What is needed ▸ Return the lines of the data below in which the string "Fereday" occurs.

Data records ▸
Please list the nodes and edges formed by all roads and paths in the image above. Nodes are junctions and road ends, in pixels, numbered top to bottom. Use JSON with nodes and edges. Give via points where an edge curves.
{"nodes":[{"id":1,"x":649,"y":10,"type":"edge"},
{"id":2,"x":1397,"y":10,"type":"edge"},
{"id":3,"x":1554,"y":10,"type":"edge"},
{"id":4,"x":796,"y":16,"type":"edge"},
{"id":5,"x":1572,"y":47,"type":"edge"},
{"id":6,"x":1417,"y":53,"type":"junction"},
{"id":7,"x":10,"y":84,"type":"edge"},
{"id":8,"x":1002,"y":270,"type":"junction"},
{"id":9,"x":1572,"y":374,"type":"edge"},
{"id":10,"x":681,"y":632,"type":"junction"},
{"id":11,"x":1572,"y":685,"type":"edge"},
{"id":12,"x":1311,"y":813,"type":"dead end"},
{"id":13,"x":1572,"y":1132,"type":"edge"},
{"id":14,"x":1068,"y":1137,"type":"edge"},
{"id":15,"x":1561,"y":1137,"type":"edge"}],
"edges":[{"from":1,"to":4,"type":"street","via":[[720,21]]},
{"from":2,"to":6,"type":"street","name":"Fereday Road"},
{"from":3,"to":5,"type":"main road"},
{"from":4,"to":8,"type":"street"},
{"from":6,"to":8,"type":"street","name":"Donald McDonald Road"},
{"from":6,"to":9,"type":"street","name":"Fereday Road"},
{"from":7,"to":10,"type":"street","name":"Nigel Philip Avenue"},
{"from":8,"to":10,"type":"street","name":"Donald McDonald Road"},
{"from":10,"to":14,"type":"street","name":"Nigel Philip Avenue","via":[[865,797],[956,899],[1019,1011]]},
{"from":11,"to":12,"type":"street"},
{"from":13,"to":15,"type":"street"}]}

Task output ▸
{"from":2,"to":6,"type":"street","name":"Fereday Road"},
{"from":6,"to":9,"type":"street","name":"Fereday Road"},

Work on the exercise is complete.